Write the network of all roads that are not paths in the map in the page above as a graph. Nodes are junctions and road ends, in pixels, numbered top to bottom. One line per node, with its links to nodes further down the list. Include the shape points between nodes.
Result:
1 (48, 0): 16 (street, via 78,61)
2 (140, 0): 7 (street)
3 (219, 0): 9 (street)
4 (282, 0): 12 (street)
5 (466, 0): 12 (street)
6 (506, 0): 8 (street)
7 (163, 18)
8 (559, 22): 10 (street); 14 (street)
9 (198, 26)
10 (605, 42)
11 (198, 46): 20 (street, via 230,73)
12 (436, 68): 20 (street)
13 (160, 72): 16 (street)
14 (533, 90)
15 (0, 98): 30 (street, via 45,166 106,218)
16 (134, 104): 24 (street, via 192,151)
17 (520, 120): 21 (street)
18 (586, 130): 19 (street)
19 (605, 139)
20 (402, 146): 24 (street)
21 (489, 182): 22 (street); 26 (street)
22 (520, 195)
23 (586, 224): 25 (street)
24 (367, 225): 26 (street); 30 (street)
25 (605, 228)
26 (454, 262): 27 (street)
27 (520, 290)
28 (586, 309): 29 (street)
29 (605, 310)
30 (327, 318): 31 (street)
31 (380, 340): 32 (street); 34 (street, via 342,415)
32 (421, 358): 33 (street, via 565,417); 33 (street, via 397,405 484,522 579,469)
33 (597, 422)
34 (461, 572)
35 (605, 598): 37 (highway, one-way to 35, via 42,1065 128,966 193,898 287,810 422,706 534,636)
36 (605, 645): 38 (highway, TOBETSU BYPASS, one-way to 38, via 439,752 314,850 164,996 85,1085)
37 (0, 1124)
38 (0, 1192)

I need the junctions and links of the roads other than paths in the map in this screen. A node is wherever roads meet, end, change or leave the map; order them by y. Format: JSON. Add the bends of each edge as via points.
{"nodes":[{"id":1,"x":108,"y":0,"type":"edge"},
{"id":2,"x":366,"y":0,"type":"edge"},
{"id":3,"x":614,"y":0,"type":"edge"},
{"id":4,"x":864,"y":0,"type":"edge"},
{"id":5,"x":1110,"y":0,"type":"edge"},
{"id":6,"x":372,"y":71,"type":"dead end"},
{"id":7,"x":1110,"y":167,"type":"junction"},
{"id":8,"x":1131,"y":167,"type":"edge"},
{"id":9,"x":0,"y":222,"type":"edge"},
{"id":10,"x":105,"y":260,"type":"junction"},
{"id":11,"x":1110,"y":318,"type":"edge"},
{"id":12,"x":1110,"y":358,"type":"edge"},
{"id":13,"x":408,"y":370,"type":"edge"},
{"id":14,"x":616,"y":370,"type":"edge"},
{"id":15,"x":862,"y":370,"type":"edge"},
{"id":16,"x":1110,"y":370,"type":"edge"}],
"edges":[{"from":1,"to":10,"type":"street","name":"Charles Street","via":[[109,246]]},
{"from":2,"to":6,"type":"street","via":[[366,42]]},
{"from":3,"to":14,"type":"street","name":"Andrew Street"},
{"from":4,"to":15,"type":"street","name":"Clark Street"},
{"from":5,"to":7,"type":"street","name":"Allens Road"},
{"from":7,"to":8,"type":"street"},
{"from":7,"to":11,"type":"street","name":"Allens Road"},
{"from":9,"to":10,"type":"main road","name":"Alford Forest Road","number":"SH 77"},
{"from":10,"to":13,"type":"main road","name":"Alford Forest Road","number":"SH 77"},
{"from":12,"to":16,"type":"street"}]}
_ _ _ _ _ _ _
- **PROBLEM REQUIREMENTS**:
Give the listing again, exactly as it was written.

- **RESULT**:
Write the network of all roads that are not paths in the map in the page above as a graph. Nodes are junctions and road ends, in pixels, numbered top to bottom. One line per node, with its links to nodes further down the list. Include the shape points between nodes.
Result:
1 (48, 0): 16 (street, via 78,61)
2 (140, 0): 7 (street)
3 (219, 0): 9 (street)
4 (282, 0): 12 (street)
5 (466, 0): 12 (street)
6 (506, 0): 8 (street)
7 (163, 18)
8 (559, 22): 10 (street); 14 (street)
9 (198, 26)
10 (605, 42)
11 (198, 46): 20 (street, via 230,73)
12 (436, 68): 20 (street)
13 (160, 72): 16 (street)
14 (533, 90)
15 (0, 98): 30 (street, via 45,166 106,218)
16 (134, 104): 24 (street, via 192,151)
17 (520, 120): 21 (street)
18 (586, 130): 19 (street)
19 (605, 139)
20 (402, 146): 24 (street)
21 (489, 182): 22 (street); 26 (street)
22 (520, 195)
23 (586, 224): 25 (street)
24 (367, 225): 26 (street); 30 (street)
25 (605, 228)
26 (454, 262): 27 (street)
27 (520, 290)
28 (586, 309): 29 (street)
29 (605, 310)
30 (327, 318): 31 (street)
31 (380, 340): 32 (street); 34 (street, via 342,415)
32 (421, 358): 33 (street, via 565,417); 33 (street, via 397,405 484,522 579,469)
33 (597, 422)
34 (461, 572)
35 (605, 598): 37 (highway, one-way to 35, via 42,1065 128,966 193,898 287,810 422,706 534,636)
36 (605, 645): 38 (highway, TOBETSU BYPASS, one-way to 38, via 439,752 314,850 164,996 85,1085)
37 (0, 1124)
38 (0, 1192)

I need the junctions and links of the roads other than paths in the map in this screen. A node is wherever roads meet, end, change or leave the map; order them by y. Format: JSON. Add the bends of each edge as via points.
{"nodes":[{"id":1,"x":108,"y":0,"type":"edge"},
{"id":2,"x":366,"y":0,"type":"edge"},
{"id":3,"x":614,"y":0,"type":"edge"},
{"id":4,"x":864,"y":0,"type":"edge"},
{"id":5,"x":1110,"y":0,"type":"edge"},
{"id":6,"x":372,"y":71,"type":"dead end"},
{"id":7,"x":1110,"y":167,"type":"junction"},
{"id":8,"x":1131,"y":167,"type":"edge"},
{"id":9,"x":0,"y":222,"type":"edge"},
{"id":10,"x":105,"y":260,"type":"junction"},
{"id":11,"x":1110,"y":318,"type":"edge"},
{"id":12,"x":1110,"y":358,"type":"edge"},
{"id":13,"x":408,"y":370,"type":"edge"},
{"id":14,"x":616,"y":370,"type":"edge"},
{"id":15,"x":862,"y":370,"type":"edge"},
{"id":16,"x":1110,"y":370,"type":"edge"}],
"edges":[{"from":1,"to":10,"type":"street","name":"Charles Street","via":[[109,246]]},
{"from":2,"to":6,"type":"street","via":[[366,42]]},
{"from":3,"to":14,"type":"street","name":"Andrew Street"},
{"from":4,"to":15,"type":"street","name":"Clark Street"},
{"from":5,"to":7,"type":"street","name":"Allens Road"},
{"from":7,"to":8,"type":"street"},
{"from":7,"to":11,"type":"street","name":"Allens Road"},
{"from":9,"to":10,"type":"main road","name":"Alford Forest Road","number":"SH 77"},
{"from":10,"to":13,"type":"main road","name":"Alford Forest Road","number":"SH 77"},
{"from":12,"to":16,"type":"street"}]}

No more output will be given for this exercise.